The described installation of the thermal insulating sandwich wall panels according to the invention is not the only possible variants of the invention, since the connection filler 3 can be made of concrete and the connection filler 3 can be equipped with an iron fitting. Similarly, the reinforced concrete wall 1.3 may be equipped with an iron fitting and, on the other hand, one of the reinforced concrete casings 1.1, 1.2 may not be equipped with an iron fitting. The rigid joint of the fixing reinforcements at the top and bottom of the sandwich wall panels may be formed by a connecting member or a tie rod, for example screwed on or the like.
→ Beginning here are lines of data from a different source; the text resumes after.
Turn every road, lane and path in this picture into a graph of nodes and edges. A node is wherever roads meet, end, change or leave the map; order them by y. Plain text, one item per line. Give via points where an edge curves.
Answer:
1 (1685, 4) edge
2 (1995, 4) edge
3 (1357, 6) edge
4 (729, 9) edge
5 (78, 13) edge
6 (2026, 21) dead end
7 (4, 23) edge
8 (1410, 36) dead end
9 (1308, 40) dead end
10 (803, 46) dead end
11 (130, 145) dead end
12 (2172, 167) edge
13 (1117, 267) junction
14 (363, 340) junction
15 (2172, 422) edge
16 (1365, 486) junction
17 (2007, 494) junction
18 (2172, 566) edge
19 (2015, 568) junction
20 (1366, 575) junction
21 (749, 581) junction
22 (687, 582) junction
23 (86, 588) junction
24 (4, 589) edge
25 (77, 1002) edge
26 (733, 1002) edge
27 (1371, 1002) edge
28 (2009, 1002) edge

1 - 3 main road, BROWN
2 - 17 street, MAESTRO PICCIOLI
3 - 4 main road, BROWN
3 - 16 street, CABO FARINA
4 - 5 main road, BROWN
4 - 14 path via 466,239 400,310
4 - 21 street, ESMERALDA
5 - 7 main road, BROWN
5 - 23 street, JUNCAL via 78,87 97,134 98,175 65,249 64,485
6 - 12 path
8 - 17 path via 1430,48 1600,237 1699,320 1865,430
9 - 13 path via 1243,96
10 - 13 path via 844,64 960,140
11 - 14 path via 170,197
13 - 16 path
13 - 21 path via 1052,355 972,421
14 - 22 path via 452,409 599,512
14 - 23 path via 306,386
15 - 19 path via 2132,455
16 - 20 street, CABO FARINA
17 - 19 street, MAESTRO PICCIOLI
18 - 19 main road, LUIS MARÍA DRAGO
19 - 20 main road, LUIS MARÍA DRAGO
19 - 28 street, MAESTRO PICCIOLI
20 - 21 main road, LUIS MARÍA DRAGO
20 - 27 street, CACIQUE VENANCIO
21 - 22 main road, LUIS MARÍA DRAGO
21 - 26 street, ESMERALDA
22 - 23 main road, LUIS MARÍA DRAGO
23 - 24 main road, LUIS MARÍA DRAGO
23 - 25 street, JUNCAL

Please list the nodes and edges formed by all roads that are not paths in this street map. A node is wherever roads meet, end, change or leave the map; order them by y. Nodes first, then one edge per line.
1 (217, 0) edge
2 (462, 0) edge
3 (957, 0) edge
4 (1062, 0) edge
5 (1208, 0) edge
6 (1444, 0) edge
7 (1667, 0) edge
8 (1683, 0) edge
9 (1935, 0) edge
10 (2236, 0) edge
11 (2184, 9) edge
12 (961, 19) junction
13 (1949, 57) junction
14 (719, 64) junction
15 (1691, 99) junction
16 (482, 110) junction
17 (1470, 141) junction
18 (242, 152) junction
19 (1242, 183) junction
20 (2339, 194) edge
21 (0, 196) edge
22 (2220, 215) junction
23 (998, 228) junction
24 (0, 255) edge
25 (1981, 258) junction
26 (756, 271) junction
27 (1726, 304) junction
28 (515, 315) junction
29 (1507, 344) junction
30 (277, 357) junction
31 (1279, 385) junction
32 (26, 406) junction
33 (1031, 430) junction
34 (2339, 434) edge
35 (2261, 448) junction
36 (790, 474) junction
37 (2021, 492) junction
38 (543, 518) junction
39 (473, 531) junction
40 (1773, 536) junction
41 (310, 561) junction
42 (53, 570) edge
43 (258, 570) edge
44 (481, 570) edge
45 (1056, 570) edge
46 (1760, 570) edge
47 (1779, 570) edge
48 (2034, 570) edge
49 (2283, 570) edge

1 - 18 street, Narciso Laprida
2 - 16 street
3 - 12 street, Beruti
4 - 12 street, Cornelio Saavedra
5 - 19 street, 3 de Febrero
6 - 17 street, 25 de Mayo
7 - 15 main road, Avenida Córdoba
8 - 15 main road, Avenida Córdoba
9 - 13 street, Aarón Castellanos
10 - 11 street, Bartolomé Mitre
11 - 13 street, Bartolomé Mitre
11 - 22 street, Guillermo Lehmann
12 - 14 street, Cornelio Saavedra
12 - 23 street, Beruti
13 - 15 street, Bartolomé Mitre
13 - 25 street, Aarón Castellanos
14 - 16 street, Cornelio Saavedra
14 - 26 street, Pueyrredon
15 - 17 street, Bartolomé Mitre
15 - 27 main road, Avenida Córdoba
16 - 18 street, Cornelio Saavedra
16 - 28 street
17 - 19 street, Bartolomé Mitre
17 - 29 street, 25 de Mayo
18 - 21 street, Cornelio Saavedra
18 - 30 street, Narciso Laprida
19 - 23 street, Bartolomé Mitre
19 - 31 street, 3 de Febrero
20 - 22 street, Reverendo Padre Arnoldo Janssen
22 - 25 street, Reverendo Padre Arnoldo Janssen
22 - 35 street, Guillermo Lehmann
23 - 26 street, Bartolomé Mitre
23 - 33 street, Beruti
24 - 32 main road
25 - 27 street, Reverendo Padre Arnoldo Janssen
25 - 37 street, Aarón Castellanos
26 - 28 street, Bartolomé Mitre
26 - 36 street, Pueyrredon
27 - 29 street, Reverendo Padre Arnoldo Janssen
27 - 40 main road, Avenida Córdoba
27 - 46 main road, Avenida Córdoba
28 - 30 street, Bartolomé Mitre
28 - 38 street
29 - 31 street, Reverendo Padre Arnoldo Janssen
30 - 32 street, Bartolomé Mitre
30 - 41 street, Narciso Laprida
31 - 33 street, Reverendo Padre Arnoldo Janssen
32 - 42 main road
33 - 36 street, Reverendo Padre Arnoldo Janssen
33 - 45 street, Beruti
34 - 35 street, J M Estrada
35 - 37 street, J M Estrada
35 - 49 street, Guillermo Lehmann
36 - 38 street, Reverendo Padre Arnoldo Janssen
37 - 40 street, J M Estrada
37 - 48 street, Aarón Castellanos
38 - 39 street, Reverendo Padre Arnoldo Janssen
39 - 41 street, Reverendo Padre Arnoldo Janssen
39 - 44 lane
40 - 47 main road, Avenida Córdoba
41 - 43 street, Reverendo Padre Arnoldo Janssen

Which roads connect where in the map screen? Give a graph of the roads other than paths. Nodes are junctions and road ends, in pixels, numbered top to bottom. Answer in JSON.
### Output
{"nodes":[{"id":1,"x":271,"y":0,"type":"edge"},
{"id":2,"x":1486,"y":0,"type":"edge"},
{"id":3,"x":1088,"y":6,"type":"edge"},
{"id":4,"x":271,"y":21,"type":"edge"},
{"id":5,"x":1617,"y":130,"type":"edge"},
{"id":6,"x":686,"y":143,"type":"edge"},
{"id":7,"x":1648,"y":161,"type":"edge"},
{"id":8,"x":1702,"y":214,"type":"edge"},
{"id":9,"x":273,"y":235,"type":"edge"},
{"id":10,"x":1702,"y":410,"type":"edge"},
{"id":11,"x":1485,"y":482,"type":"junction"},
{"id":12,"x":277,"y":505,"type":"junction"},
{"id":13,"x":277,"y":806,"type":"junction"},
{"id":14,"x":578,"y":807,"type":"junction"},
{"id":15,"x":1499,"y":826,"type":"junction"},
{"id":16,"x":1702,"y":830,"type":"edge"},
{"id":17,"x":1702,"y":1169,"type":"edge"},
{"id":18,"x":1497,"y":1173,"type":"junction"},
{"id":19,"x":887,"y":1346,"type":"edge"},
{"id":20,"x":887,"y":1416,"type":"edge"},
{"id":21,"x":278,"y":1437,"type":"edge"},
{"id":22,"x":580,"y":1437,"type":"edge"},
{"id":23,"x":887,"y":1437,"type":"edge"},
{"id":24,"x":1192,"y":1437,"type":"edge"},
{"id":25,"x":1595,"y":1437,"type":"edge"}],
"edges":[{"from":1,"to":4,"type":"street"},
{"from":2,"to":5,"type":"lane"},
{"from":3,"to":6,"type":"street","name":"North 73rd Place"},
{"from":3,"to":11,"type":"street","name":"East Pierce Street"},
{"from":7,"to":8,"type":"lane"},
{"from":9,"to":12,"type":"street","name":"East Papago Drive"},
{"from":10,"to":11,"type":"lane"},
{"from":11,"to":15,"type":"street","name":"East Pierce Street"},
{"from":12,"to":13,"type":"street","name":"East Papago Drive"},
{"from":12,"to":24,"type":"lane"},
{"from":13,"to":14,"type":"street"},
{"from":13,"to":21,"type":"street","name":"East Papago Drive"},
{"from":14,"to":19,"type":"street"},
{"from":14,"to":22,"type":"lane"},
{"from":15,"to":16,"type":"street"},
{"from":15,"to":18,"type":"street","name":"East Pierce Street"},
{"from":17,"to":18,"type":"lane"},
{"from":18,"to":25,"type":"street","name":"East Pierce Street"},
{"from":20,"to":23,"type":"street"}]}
Also, the thermally insulating polyurethane filler 2.1 can only be glued flatly between the inner and outer ceramic-reinforced concrete sheaths 1.1, 1.2 and the joining recesses between the inner ceramic-reinforced concrete sheaths to be joined 1.1 can be formed side by side and in a larger number, The individual heat insulating sandwich wall panels may be different from the drawings in the accompanying drawings.

Industrial usability

Constructional installation of thermally insulating sandwich wall panels according to the technical solution is usable in the production and assembly of series-mounted single and multi-storey buildings, especially in the construction of industrial buildings or flats.

Claims (8)

PROTECTION REQUIREMENTS 1. A method of structural installation of a thermally insulating sandwich wall panel, characterized in that the sandwich wall panels, consisting of a thermally insulating polyurethane filler (2.1) adhered between an inner ceramic-concrete wall cladding (1.1) and an outer ceramic-concrete wall cladding (1.2), of which at least one of the lateral sides exceeds the polyurethane filler (2.1) by a distance greater than or equal to its thickness and has at least one connecting recess with at least one inclined wall in the faces of at least one of the ceramic-concrete concrete casings (1.1,1.2); interconnected adjacent ends of the sandwich wall panels by a fixed joint of the fixation reinforcements in the upper and lower part and subsequently filled with recesses of the inner ceramic-concrete concrete sheaths (1.1) with the joint filler (3) and adjacent grooves (2.2) between the polyurethane fillers (2.1) lyurethane foam. Method for structurally installing heat insulating sandwich wall panels according to claim 1, characterized in that the fixed joint of the fixing reinforcement is a weld. Method for structurally installing thermally insulating sandwich wall panels according to claim 1 or 2, characterized in that a part of the connecting recess of any of the pair of ceramic-reinforced concrete shells (1.1, 1.2) is formed at the front of the ceramic-reinforced concrete partition (1.3) with inclined walls. Method for the structural installation of heat-insulating sandwich wall panels according to claim 1 or 3, characterized in that the connection filler (3) is made of a ceramic-mortar grout. Method for the structural installation of heat-insulating sandwich wall panels according to claim 1 or 3, characterized in that the connecting filler (3) is formed of concrete or ceramic-reinforced concrete. Method for the structural installation of thermally insulating sandwich wall panels according to claim 4 or 5, characterized in that the connecting filler (3) is provided with an iron fitting. Method for structurally installing thermally insulating sandwich wall panels according to claims 1 to 6, characterized in that at least one ceramic-reinforced concrete sheath (1.1,1.2) is provided with an iron fitting. Method for structurally installing heat insulating sandwich wall panels according to claims 1 to 7, characterized in that the ceramic-reinforced concrete partition (1.3) is equipped with an iron fitting.